[[ EXTRACTED RECORDS, beginning ]]

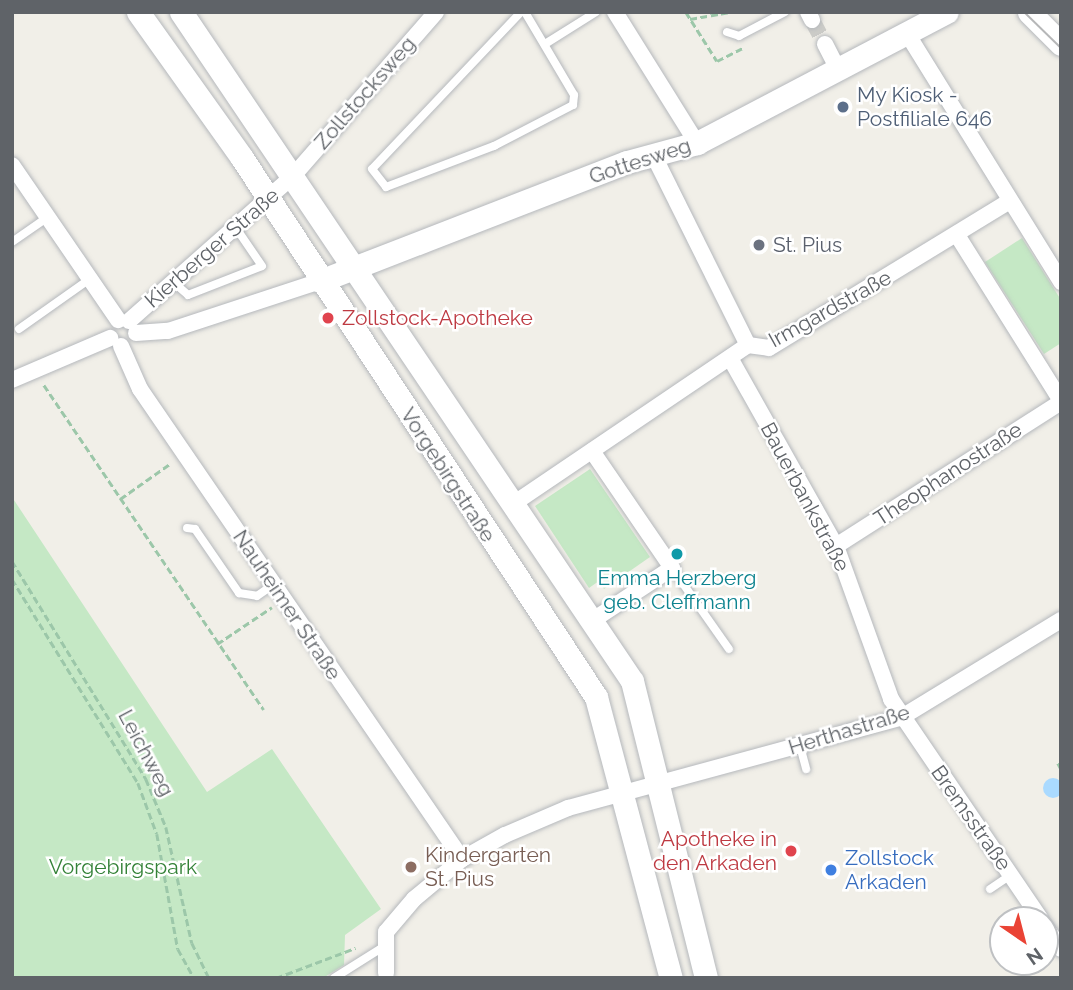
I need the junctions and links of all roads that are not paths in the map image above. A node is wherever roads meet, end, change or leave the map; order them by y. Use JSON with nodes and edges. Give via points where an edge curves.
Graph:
{"nodes":[{"id":1,"x":138,"y":12,"type":"edge"},
{"id":2,"x":181,"y":12,"type":"edge"},
{"id":3,"x":436,"y":12,"type":"edge"},
{"id":4,"x":523,"y":12,"type":"edge"},
{"id":5,"x":596,"y":12,"type":"edge"},
{"id":6,"x":615,"y":12,"type":"edge"},
{"id":7,"x":785,"y":12,"type":"edge"},
{"id":8,"x":947,"y":12,"type":"edge"},
{"id":9,"x":1030,"y":12,"type":"edge"},
{"id":10,"x":727,"y":32,"type":"dead end"},
{"id":11,"x":908,"y":35,"type":"junction"},
{"id":12,"x":545,"y":44,"type":"junction"},
{"id":13,"x":825,"y":44,"type":"tunnel mouth"},
{"id":14,"x":1061,"y":44,"type":"edge"},
{"id":15,"x":839,"y":71,"type":"junction"},
{"id":16,"x":697,"y":142,"type":"junction"},
{"id":17,"x":653,"y":156,"type":"junction"},
{"id":18,"x":12,"y":165,"type":"edge"},
{"id":19,"x":294,"y":174,"type":"junction"},
{"id":20,"x":268,"y":201,"type":"junction"},
{"id":21,"x":1008,"y":202,"type":"junction"},
{"id":22,"x":48,"y":217,"type":"junction"},
{"id":23,"x":236,"y":228,"type":"junction"},
{"id":24,"x":957,"y":235,"type":"junction"},
{"id":25,"x":12,"y":242,"type":"edge"},
{"id":26,"x":355,"y":268,"type":"junction"},
{"id":27,"x":90,"y":279,"type":"junction"},
{"id":28,"x":172,"y":281,"type":"junction"},
{"id":29,"x":320,"y":281,"type":"junction"},
{"id":30,"x":1061,"y":282,"type":"edge"},
{"id":31,"x":128,"y":325,"type":"junction"},
{"id":32,"x":19,"y":329,"type":"dead end"},
{"id":33,"x":116,"y":342,"type":"junction"},
{"id":34,"x":748,"y":345,"type":"junction"},
{"id":35,"x":730,"y":358,"type":"junction"},
{"id":36,"x":12,"y":380,"type":"edge"},
{"id":37,"x":1061,"y":402,"type":"edge"},
{"id":38,"x":592,"y":451,"type":"junction"},
{"id":39,"x":513,"y":504,"type":"junction"},
{"id":40,"x":187,"y":528,"type":"dead end"},
{"id":41,"x":836,"y":546,"type":"junction"},
{"id":42,"x":672,"y":568,"type":"junction"},
{"id":43,"x":274,"y":585,"type":"junction"},
{"id":44,"x":593,"y":620,"type":"junction"},
{"id":45,"x":1061,"y":620,"type":"edge"},
{"id":46,"x":729,"y":649,"type":"dead end"},
{"id":47,"x":902,"y":717,"type":"junction"},
{"id":48,"x":800,"y":746,"type":"junction"},
{"id":49,"x":806,"y":769,"type":"dead end"},
{"id":50,"x":657,"y":783,"type":"junction"},
{"id":51,"x":624,"y":791,"type":"junction"},
{"id":52,"x":462,"y":859,"type":"junction"},
{"id":53,"x":1011,"y":875,"type":"junction"},
{"id":54,"x":990,"y":889,"type":"dead end"},
{"id":55,"x":1032,"y":906,"type":"edge"},
{"id":56,"x":384,"y":940,"type":"junction"},
{"id":57,"x":386,"y":973,"type":"dead end"},
{"id":58,"x":334,"y":978,"type":"edge"},
{"id":59,"x":671,"y":978,"type":"edge"},
{"id":60,"x":706,"y":978,"type":"edge"}],
"edges":[{"from":1,"to":20,"type":"main road","name":"Vorgebirgstraße"},
{"from":2,"to":19,"type":"main road","name":"Vorgebirgstraße"},
{"from":3,"to":19,"type":"street","name":"Zollstocksweg"},
{"from":4,"to":12,"type":"lane"},
{"from":4,"to":12,"type":"lane","via":[[372,169],[386,187],[565,114],[574,95]]},
{"from":5,"to":12,"type":"lane"},
{"from":6,"to":16,"type":"street"},
{"from":7,"to":10,"type":"lane","via":[[739,36]]},
{"from":8,"to":11,"type":"main road","name":"Gottesweg"},
{"from":9,"to":14,"type":"main road"},
{"from":11,"to":15,"type":"main road","name":"Gottesweg"},
{"from":11,"to":21,"type":"street"},
{"from":13,"to":15,"type":"street"},
{"from":15,"to":16,"type":"main road","name":"Gottesweg"},
{"from":16,"to":17,"type":"main road","name":"Gottesweg"},
{"from":17,"to":26,"type":"main road","name":"Gottesweg"},
{"from":17,"to":34,"type":"street"},
{"from":18,"to":22,"type":"street"},
{"from":19,"to":20,"type":"street","name":"Kierberger Straße"},
{"from":19,"to":26,"type":"main road","name":"Vorgebirgstraße"},
{"from":20,"to":23,"type":"street","name":"Kierberger Straße"},
{"from":20,"to":29,"type":"main road","name":"Vorgebirgstraße"},
{"from":21,"to":24,"type":"street","name":"Irmgardstraße"},
{"from":21,"to":30,"type":"street"},
{"from":22,"to":25,"type":"lane"},
{"from":22,"to":27,"type":"street"},
{"from":23,"to":28,"type":"street","name":"Kierberger Straße"},
{"from":23,"to":28,"type":"lane","via":[[262,266],[188,295]]},
{"from":24,"to":34,"type":"street","name":"Irmgardstraße","via":[[769,348]]},
{"from":24,"to":37,"type":"street"},
{"from":26,"to":29,"type":"main road","name":"Gottesweg"},
{"from":26,"to":39,"type":"main road","name":"Vorgebirgstraße"},
{"from":27,"to":31,"type":"street"},
{"from":27,"to":32,"type":"lane"},
{"from":28,"to":31,"type":"street","name":"Kierberger Straße"},
{"from":29,"to":31,"type":"street","name":"Kierberger Straße","via":[[169,331]]},
{"from":29,"to":51,"type":"main road","name":"Vorgebirgstraße","via":[[597,697]]},
{"from":31,"to":33,"type":"street","name":"Kierberger Straße"},
{"from":31,"to":33,"type":"street","name":"Kierberger Straße"},
{"from":33,"to":36,"type":"street","name":"Kierberger Straße"},
{"from":33,"to":43,"type":"street","name":"Nauheimer Straße","via":[[140,390]]},
{"from":34,"to":35,"type":"street","name":"Irmgardstraße"},
{"from":35,"to":38,"type":"street","name":"Irmgardstraße"},
{"from":35,"to":41,"type":"street","name":"Bauerbankstraße"},
{"from":37,"to":41,"type":"street","name":"Theophanostraße"},
{"from":38,"to":39,"type":"street","name":"Irmgardstraße"},
{"from":38,"to":42,"type":"street"},
{"from":39,"to":44,"type":"main road","name":"Vorgebirgstraße"},
{"from":40,"to":43,"type":"lane","via":[[195,529],[239,593],[257,596]]},
{"from":41,"to":47,"type":"street","name":"Bauerbankstraße"},
{"from":42,"to":44,"type":"street"},
{"from":42,"to":46,"type":"lane"},
{"from":43,"to":52,"type":"street","name":"Nauheimer Straße"},
{"from":44,"to":50,"type":"main road","name":"Vorgebirgstraße","via":[[632,681]]},
{"from":45,"to":47,"type":"street","name":"Herthastraße"},
{"from":47,"to":48,"type":"street","name":"Herthastraße"},
{"from":47,"to":53,"type":"street","name":"Bremsstraße"},
{"from":48,"to":49,"type":"lane"},
{"from":48,"to":50,"type":"street","name":"Herthastraße"},
{"from":50,"to":51,"type":"street","name":"Herthastraße"},
{"from":50,"to":60,"type":"main road","name":"Vorgebirgstraße"},
{"from":51,"to":52,"type":"street","name":"Herthastraße","via":[[568,807]]},
{"from":51,"to":59,"type":"main road","name":"Vorgebirgstraße"},
{"from":52,"to":56,"type":"street","name":"Herthastraße"},
{"from":53,"to":54,"type":"lane"},
{"from":53,"to":55,"type":"street","name":"Bremsstraße"},
{"from":56,"to":57,"type":"street"},
{"from":56,"to":58,"type":"lane"}]}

[[ EXTRACTED RECORDS, end ]]

- _EXERCISE_: Out of the data above, return each line where the word "Bauerbankstraße" can be found.

- _SOLUTION BELOW_:
{"from":35,"to":41,"type":"street","name":"Bauerbankstraße"},
{"from":41,"to":47,"type":"street","name":"Bauerbankstraße"},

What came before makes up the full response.